Metadata-Version: 2.1
Name: pycadet
Version: 0.2.0
Summary: Cavity Detection Tool
Home-page: https://github.com/tomasplsek/CADET
Author: Tomas Plsek
Author-email: plsek@physics.muni.cz
Description-Content-Type: text/markdown
License-File: LICENSE
Requires-Dist: keras<=2.15
Requires-Dist: tensorflow
Requires-Dist: scikit-learn
Requires-Dist: numpy>=1.8
Requires-Dist: pandas
Requires-Dist: matplotlib
Requires-Dist: astropy>=1.3
Requires-Dist: scipy>=0.14

# *Cavity Detection Tool* (CADET)

[CADET](https://tomasplsek.github.io/CADET/) is a machine learning pipeline trained to identify of surface brightness depressions (*X-ray cavities*) in noisy *Chandra* images of early-type galaxies and galaxy clusters. The pipeline consists of a convolutional neural network trained to produce pixel-wise cavity predictions and a DBSCAN clustering algorithm that decomposes the predictions into individual cavities. The pipeline is described in detail in [Plšek et al. 2023](https://arxiv.org/abs/2304.05457).
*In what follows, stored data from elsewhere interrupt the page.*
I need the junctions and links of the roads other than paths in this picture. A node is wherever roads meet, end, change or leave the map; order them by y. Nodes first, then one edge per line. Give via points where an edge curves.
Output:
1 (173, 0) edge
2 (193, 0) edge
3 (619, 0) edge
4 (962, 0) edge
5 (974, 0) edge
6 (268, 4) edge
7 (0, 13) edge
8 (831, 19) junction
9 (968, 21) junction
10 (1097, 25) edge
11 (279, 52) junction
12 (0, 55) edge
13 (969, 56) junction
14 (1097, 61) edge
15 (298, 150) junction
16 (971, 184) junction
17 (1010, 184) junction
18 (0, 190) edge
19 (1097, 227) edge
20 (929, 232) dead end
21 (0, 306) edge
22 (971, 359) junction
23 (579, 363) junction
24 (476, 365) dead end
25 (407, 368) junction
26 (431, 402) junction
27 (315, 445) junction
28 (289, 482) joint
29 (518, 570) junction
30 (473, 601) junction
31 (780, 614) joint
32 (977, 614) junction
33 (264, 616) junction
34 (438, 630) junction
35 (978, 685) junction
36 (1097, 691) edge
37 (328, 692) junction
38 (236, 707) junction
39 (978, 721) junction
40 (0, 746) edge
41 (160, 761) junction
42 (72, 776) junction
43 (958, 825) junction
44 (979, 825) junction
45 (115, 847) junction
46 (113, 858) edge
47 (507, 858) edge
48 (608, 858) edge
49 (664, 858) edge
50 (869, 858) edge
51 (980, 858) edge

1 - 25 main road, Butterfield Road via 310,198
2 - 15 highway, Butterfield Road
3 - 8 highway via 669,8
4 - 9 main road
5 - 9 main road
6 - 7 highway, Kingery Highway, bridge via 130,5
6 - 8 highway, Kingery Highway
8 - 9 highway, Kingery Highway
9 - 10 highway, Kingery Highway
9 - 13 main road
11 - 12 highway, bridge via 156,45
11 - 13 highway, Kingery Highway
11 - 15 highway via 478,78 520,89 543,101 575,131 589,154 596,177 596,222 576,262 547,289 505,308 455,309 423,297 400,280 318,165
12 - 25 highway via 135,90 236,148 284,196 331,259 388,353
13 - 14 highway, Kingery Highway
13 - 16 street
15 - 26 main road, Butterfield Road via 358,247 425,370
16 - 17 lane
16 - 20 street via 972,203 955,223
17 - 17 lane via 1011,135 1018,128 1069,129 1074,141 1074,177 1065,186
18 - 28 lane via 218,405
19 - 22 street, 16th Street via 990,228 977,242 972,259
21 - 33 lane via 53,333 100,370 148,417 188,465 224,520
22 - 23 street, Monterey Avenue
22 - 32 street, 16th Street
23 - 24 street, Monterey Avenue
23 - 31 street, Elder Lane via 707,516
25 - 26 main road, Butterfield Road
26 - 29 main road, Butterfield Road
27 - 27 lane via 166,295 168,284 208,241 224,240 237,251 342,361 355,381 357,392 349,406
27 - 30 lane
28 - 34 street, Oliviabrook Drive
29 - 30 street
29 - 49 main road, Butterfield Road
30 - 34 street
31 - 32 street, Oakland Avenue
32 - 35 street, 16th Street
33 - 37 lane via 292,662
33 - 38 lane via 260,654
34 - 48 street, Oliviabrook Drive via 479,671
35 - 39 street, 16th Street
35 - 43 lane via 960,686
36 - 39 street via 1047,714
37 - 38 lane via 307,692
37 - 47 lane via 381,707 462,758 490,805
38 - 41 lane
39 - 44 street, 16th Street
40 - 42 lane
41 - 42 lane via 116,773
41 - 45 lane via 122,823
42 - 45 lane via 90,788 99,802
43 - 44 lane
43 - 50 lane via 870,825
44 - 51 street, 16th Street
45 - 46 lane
The architecture of the convolutional network consists of 5 convolutional blocks, each resembling an Inception layer, it was implemented using the *Keras* library and its development was inspired by [Fort et al. 2017](https://ui.adsabs.harvard.edu/abs/2017arXiv171200523F/abstract) and [Secká 2019](https://is.muni.cz/th/rnxoz/?lang=en;fakulta=1411). For the clustering, we used is the *Scikit-learn* implementation of the Density-Based Spatial Clustering of Applications with Noise (DBSCAN).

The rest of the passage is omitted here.